I had a writer from Casualty out with me a couple of weeks ago – he lives local to the area and the BBC likes them to do at least one 'ride-out' so that they can get the gist of what the ambulance service is like. I know, I know, it doesn't show up on the screen, but the thought is in the right place and as the BBC have been really nice to me in the past I'm more than happy to help them out.
He was a nice chap and before the shift started we had a little chat, he was shown around the back of the ambulance and I explained that I don't do 'heartbreak and trauma', more 'drunks and drunkards'. I explained that we would have the 'Curse of the Observer' with us today – whenever there is an observer with a crew, they get nothing but 'crap' jobs all shift. We then settled down for our first call of the day.
So it was only a few minutes into the shift we found ourselves rushing out to the ambulance for a 'Two month old child, not breathing'.
I turned around to the writer and explained that it was probably a child with a runny nose, it normally is. Then I realised what time of the day it was – 7am. It wasn't outside the realms of possibility that this could be a 'genuine' job. Maybe the parents had slept through the night and woke, happy that their child hadn't woken them, only to find them dead in their cot.
I told the writer that as soon as we arrived at the house he should jump into the passenger seat and to try and keep a low profile.
We arrived at the house at the same time as the FRU, I jumped out of the ambulance and struggled getting the equipment out the side storage, my crewmate ran into the house.
I heard the mother from the ambulance – she was making a noise, the mixture of crying and screaming that will turn anyone's blood cold. I didn't need to go into the house to know that the baby truly was a dead.
Entering the house I passed the mother to get to the rear bedroom. The father was pacing up and down, nonsense words were spilling from his lips. My crewmate and the FRU were kneeling around a tiny baby. She was laying flat on the floor, motionless. A drop of blood had formed under her nose.

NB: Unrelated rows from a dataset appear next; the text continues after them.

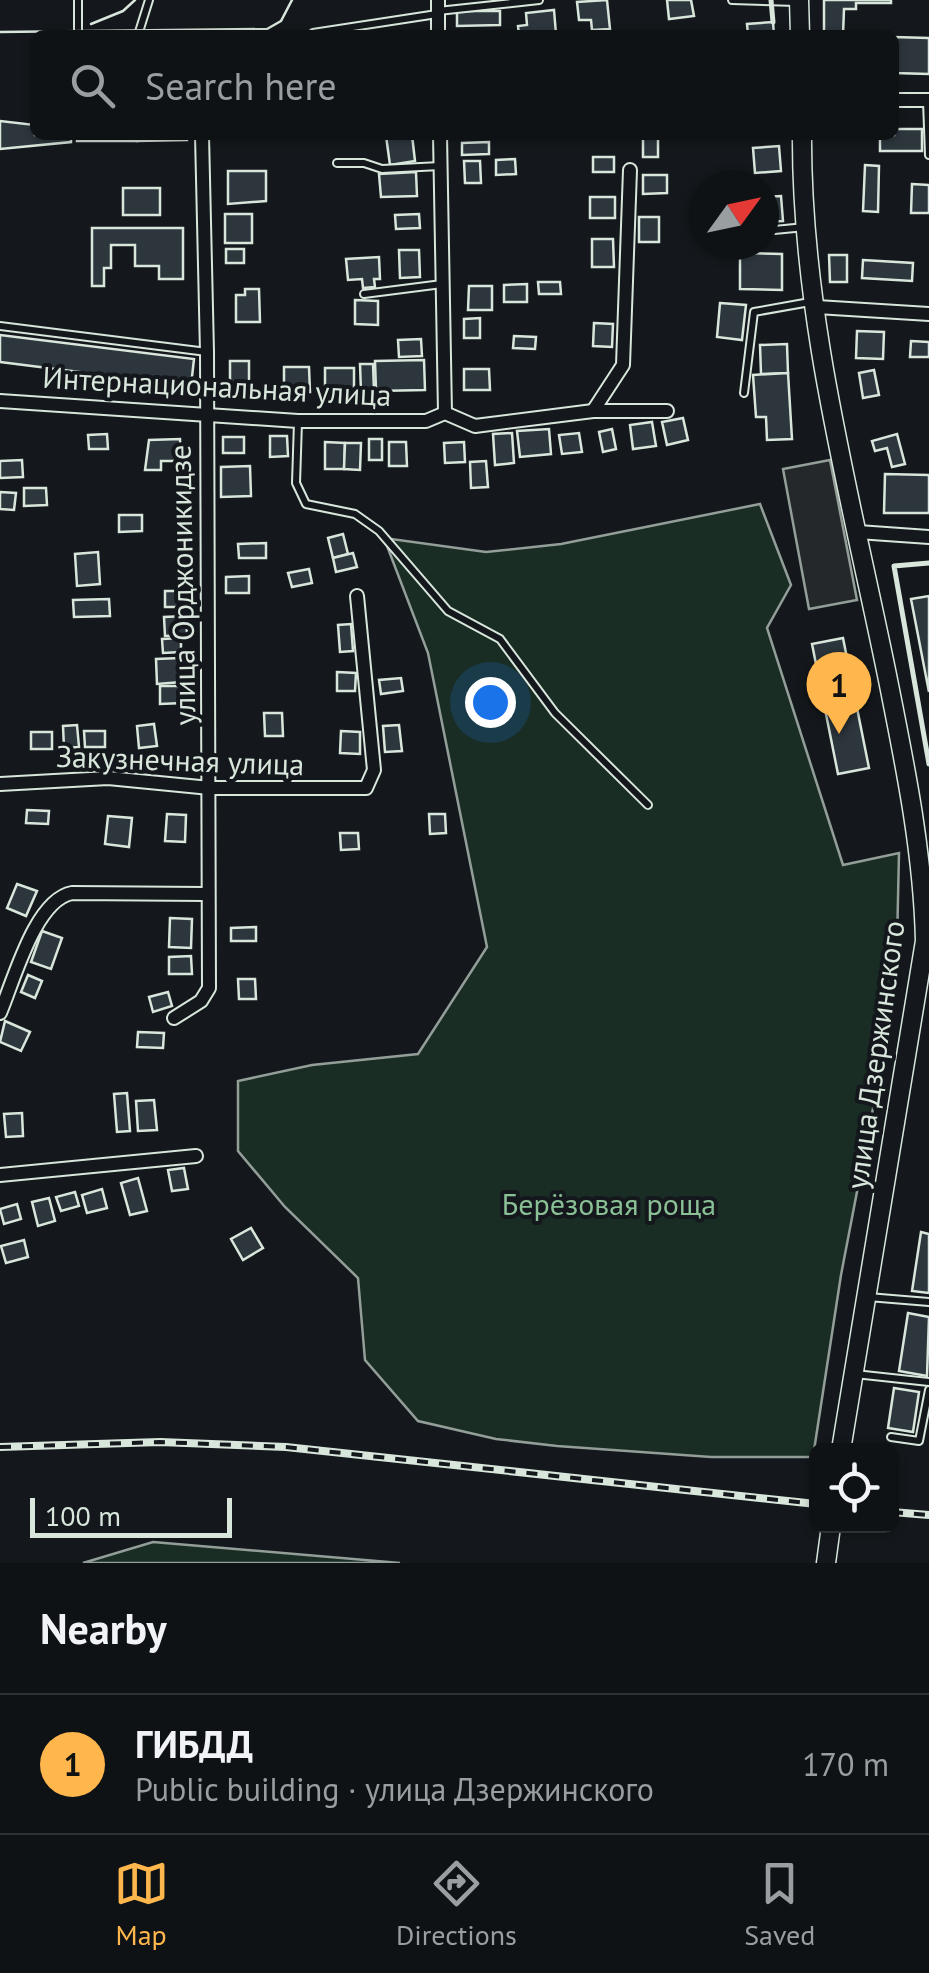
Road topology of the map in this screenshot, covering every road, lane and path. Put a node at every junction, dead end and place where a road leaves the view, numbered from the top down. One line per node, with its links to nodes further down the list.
1 (78, 0): 7 (lane)
2 (149, 0): 8 (lane)
3 (539, 0): 6 (lane)
4 (732, 0): 5 (lane)
5 (799, 1): 10 (main road)
6 (438, 8): 9 (lane)
7 (78, 30)
8 (140, 30)
9 (328, 30)
10 (800, 30)
11 (899, 100): 12 (street)
12 (928, 100): 16 (lane)
13 (202, 140): 27 (street, улица Орджоникидзе)
14 (440, 140): 18 (street)
15 (802, 140): 20 (main road, улица Дзержинского)
16 (929, 154)
17 (338, 163): 18 (lane)
18 (441, 166): 22 (street)
19 (630, 170): 30 (street)
20 (806, 227): 21 (lane); 24 (main road, улица Дзержинского)
21 (779, 230)
22 (443, 284): 23 (lane); 32 (street)
23 (364, 294)
24 (817, 304): 25 (street); 28 (lane); 35 (main road, улица Дзержинского)
25 (929, 314)
26 (0, 326): 27 (lane)
27 (207, 352): 33 (street, улица Орджоникидзе)
28 (744, 394)
29 (0, 400): 33 (street, Интернациональная улица)
30 (593, 411): 31 (street, Интернациональная улица); 32 (street, Интернациональная улица)
31 (667, 411)
32 (446, 413): 34 (street, Интернациональная улица)
33 (206, 416): 34 (street, Интернациональная улица); 39 (street, улица Орджоникидзе)
34 (298, 421): 40 (lane)
35 (858, 532): 36 (street); 42 (main road, улица Дзержинского)
36 (929, 537)
37 (357, 596): 39 (street, Закузнечная улица)
38 (0, 784): 39 (street, Закузнечная улица)
39 (210, 788): 41 (street, улица Орджоникидзе)
40 (648, 805)
41 (205, 894): 44 (street); 45 (street, улица Орджоникидзе)
42 (927, 916): 43 (main road, улица Дзержинского)
43 (923, 976): 48 (main road, улица Дзержинского)
44 (0, 1013)
45 (174, 1018)
46 (196, 1156): 47 (street)
47 (0, 1175)
48 (866, 1297): 49 (lane); 50 (main road, улица Дзержинского)
49 (929, 1302)
50 (853, 1374): 51 (lane); 54 (main road, улица Дзержинского)
51 (929, 1382)
52 (929, 1390): 53 (lane)
53 (891, 1437)
54 (842, 1443)
55 (830, 1533): 56 (main road)
56 (826, 1562)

It was a 'scoop and run' job – there is plenty that we can do for people whose heart has stopped even for children and babies, we are trained in the resuscitation techniques that the hospitals use. In these cases though, we'd rather let the paediatric consultants deal with it, they are much better trained than us and, with lots of staff in a well equipped resus room, young patients stand a better chance.
So we did some interventions on the scene while the mother got some shoes on, then rushed out to the ambulance. I drove us to the hospital, the writer next to me. Each time a car did something stupid the writer muttered that they should 'get out the f**king way'. We made it to hospital in a few minutes and left the child with the resus team.
Unfortunately there was nothing that the hospital could do.
Once more, sitting outside the A&E department doing my paperwork, I heard the mother's scream from the relatives room as the doctors broke the news to her that her baby was dead.
The writer was surprised at the speed and co-ordination that we showed in dealing with this job – even though I wasn't working with my regular crewmate, we worked as if we were one person. He was also surprised at the idiot drivers that refused to get out of our way. In my eyes the drive to the hospital wasn't a bad one, but then I have developed a high tolerance for driver incompetence.
We spoke to the police, there was nothing unusual about the circumstances of the death, the drop of blood on the child's face could have been caused by the parents attempting to breath for the child and the police seemed satisfied that everything was 'above board'.
Our Control asked if we were alright, they do try and look after us. We were all fine, but a Team Leader appeared to check up on us anyway.
Thankfully the rest of the day was fairly peaceful.